===== Source data
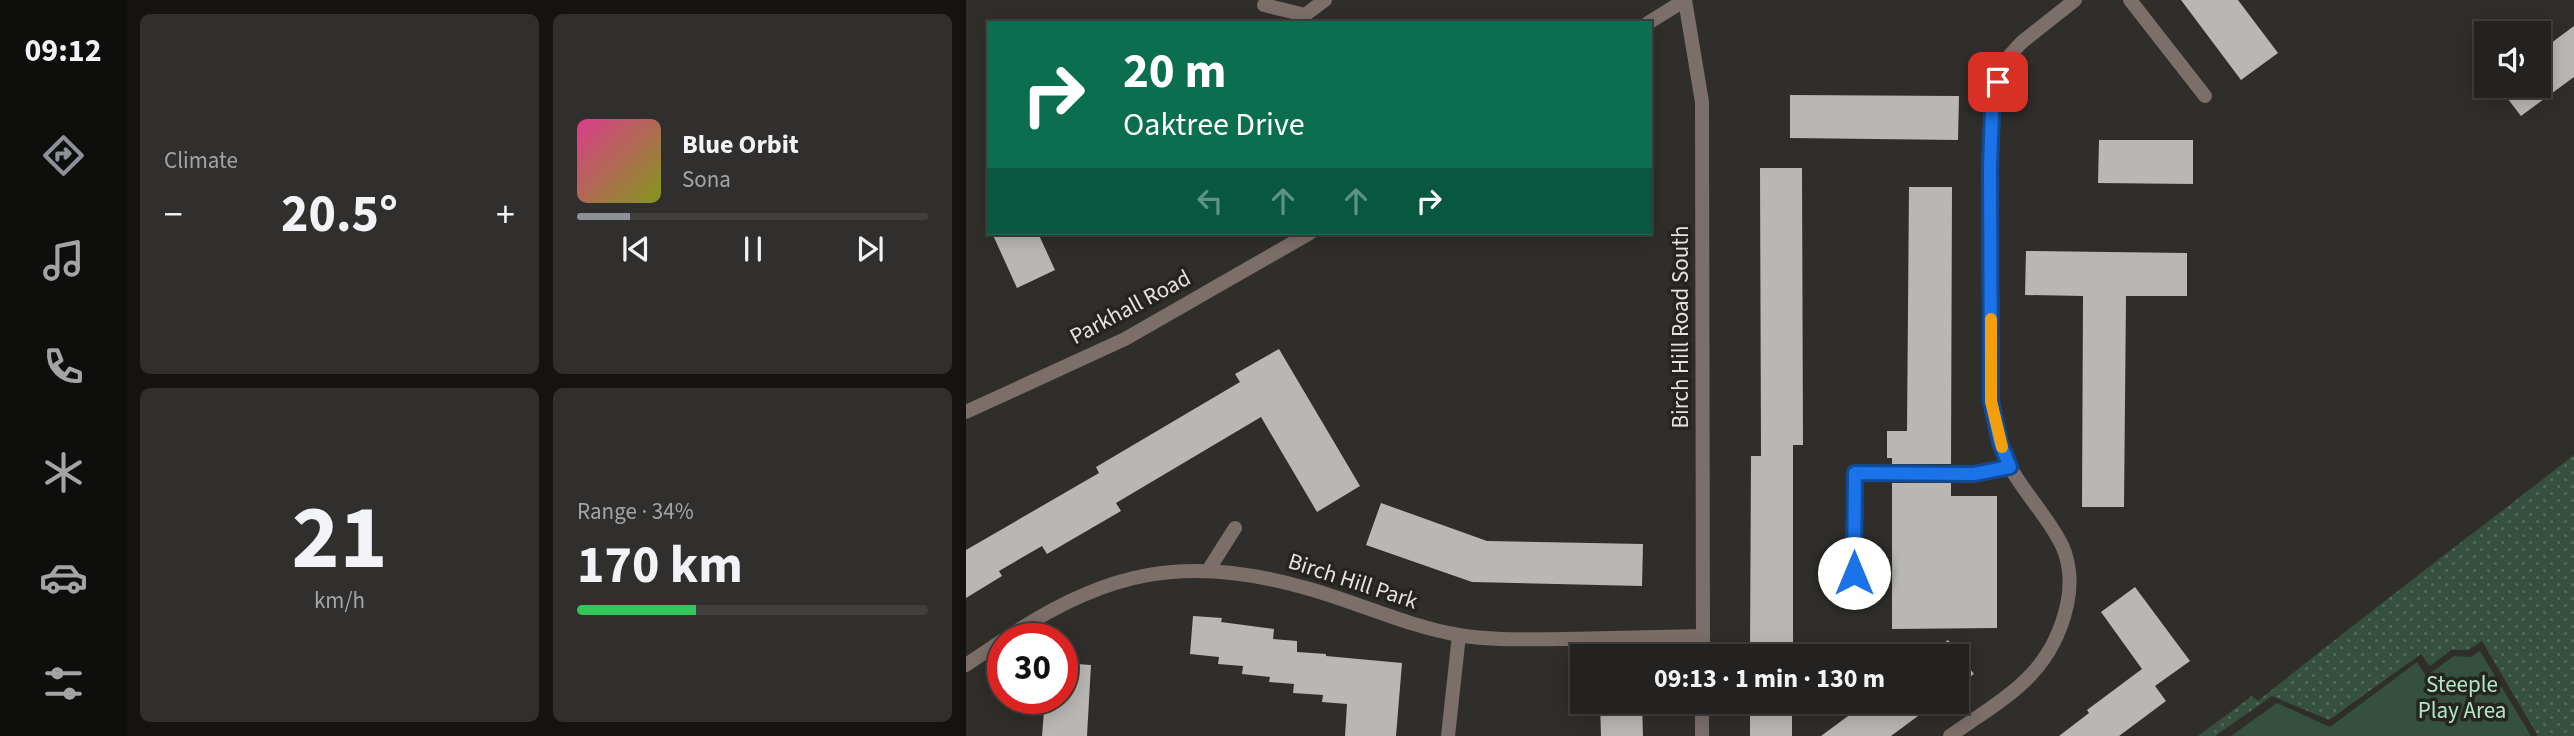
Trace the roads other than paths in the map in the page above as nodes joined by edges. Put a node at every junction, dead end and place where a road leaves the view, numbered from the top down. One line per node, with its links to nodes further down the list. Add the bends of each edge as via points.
1 (1325, 0): 5 (street, via 1305,15)
2 (1685, 0): 6 (street); 16 (street, Birch Hill Road South, via 1702,102)
3 (2074, 0): 10 (street, via 2010,55 1993,101 1991,401)
4 (2130, 0): 7 (street)
5 (1264, 5)
6 (1651, 21)
7 (2204, 96)
8 (1307, 235): 9 (street, Parkhall Road, via 1125,339)
9 (966, 412)
10 (2010, 467): 13 (street, via 1974,474 1855,473); 23 (street, via 2062,545 2069,597 2059,633 2039,667)
11 (1235, 528): 12 (street)
12 (1209, 569): 14 (street, Birch Hill Park, via 1131,578 1098,588); 15 (street, Birch Hill Park, via 1307,588)
13 (1854, 597)
14 (1029, 623)
15 (1459, 635): 16 (street, Birch Hill Park, via 1507,639); 21 (street)
16 (1703, 636): 17 (street, Birch Hill Road South)
17 (1703, 644)
18 (987, 651): 19 (street, Birch Hill Park)
19 (966, 665)
20 (1702, 714): 22 (street)
21 (1448, 736)
22 (1702, 736)
23 (1950, 736)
==========
- _Instructions to follow_
Could you print all the entries exactly as they stand, with the pictures left out?

- _Reply to the exercise_
Trace the roads other than paths in the map in the page above as nodes joined by edges. Put a node at every junction, dead end and place where a road leaves the view, numbered from the top down. One line per node, with its links to nodes further down the list. Add the bends of each edge as via points.
1 (1325, 0): 5 (street, via 1305,15)
2 (1685, 0): 6 (street); 16 (street, Birch Hill Road South, via 1702,102)
3 (2074, 0): 10 (street, via 2010,55 1993,101 1991,401)
4 (2130, 0): 7 (street)
5 (1264, 5)
6 (1651, 21)
7 (2204, 96)
8 (1307, 235): 9 (street, Parkhall Road, via 1125,339)
9 (966, 412)
10 (2010, 467): 13 (street, via 1974,474 1855,473); 23 (street, via 2062,545 2069,597 2059,633 2039,667)
11 (1235, 528): 12 (street)
12 (1209, 569): 14 (street, Birch Hill Park, via 1131,578 1098,588); 15 (street, Birch Hill Park, via 1307,588)
13 (1854, 597)
14 (1029, 623)
15 (1459, 635): 16 (street, Birch Hill Park, via 1507,639); 21 (street)
16 (1703, 636): 17 (street, Birch Hill Road South)
17 (1703, 644)
18 (987, 651): 19 (street, Birch Hill Park)
19 (966, 665)
20 (1702, 714): 22 (street)
21 (1448, 736)
22 (1702, 736)
23 (1950, 736)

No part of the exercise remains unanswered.